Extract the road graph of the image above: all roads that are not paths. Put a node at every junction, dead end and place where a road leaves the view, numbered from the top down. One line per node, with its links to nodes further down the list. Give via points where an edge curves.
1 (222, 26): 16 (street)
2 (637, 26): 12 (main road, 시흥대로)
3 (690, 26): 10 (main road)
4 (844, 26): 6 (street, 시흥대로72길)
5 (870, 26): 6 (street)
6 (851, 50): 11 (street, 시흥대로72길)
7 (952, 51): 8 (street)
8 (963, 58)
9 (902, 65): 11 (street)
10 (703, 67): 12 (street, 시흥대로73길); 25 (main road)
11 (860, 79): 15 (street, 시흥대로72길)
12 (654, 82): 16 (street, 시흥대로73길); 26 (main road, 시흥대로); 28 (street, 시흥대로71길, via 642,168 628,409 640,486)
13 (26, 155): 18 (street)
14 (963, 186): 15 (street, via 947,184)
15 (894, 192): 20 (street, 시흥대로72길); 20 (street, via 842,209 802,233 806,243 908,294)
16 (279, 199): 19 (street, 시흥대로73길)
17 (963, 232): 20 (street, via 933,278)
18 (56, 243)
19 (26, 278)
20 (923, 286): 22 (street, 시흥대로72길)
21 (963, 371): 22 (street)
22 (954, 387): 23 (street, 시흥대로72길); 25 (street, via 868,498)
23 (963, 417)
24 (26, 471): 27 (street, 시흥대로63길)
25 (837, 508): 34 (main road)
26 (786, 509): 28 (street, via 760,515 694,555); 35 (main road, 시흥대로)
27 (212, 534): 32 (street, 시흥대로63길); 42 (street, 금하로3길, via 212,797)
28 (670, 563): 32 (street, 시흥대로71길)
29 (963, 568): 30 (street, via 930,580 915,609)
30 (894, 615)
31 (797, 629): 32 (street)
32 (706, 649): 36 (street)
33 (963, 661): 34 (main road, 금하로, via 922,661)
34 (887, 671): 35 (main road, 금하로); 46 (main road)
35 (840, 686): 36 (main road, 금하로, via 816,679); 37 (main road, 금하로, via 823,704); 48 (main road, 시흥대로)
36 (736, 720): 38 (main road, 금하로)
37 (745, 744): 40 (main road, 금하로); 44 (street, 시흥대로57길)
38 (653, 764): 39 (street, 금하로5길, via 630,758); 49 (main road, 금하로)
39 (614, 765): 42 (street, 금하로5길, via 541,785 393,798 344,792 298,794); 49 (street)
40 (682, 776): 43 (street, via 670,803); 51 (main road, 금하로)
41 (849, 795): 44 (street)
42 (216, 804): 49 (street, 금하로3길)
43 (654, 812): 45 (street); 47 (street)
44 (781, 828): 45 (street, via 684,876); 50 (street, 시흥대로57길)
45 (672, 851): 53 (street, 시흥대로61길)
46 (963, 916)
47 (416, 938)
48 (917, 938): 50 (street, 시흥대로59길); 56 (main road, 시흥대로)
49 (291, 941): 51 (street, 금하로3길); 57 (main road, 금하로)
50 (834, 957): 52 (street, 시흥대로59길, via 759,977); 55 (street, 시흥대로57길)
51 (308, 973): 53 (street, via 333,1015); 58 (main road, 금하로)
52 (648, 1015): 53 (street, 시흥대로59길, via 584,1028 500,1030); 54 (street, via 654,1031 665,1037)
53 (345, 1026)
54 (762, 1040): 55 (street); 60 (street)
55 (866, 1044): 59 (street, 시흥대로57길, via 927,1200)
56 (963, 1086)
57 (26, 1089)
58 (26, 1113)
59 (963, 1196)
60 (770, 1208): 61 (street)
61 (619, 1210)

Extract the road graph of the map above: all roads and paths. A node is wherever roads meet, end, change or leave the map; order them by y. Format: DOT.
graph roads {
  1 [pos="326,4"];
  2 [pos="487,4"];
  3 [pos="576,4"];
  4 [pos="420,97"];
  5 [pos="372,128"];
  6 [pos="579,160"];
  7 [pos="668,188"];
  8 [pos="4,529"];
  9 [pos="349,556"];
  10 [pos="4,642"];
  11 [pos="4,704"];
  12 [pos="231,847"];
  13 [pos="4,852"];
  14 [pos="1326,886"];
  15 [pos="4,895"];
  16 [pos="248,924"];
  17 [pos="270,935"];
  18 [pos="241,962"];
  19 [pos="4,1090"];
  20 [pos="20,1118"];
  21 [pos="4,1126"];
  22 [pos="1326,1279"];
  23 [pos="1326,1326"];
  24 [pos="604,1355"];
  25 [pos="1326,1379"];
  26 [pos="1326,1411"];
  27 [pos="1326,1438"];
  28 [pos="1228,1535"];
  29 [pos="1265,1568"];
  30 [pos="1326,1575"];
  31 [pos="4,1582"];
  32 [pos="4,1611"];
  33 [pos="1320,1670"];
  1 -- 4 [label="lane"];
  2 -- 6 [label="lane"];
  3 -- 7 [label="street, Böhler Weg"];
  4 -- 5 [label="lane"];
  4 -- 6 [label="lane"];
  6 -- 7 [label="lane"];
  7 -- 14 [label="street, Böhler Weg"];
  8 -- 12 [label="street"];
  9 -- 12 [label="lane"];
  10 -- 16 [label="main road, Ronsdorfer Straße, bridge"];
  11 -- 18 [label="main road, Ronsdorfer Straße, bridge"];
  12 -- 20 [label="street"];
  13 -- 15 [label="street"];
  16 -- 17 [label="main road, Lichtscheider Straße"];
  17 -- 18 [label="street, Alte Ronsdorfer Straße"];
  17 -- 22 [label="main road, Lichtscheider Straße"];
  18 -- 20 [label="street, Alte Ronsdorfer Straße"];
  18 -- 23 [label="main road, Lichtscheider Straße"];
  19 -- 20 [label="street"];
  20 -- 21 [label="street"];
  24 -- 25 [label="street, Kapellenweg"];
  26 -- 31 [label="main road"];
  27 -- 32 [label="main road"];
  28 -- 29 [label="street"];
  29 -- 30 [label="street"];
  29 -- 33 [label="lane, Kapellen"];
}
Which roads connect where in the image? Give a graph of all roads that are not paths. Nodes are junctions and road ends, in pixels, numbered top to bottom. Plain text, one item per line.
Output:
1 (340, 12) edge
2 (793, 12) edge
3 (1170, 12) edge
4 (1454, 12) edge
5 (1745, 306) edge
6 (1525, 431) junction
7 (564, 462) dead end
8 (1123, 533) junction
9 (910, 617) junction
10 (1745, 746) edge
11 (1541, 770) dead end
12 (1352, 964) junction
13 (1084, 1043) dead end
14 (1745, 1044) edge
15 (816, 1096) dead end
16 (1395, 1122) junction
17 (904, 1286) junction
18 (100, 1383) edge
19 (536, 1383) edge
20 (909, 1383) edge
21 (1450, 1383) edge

Assignment: Write out every line from the entries where "Böhler" appears.

Answer section:
  3 -- 7 [label="street, Böhler Weg"];
  7 -- 14 [label="street, Böhler Weg"];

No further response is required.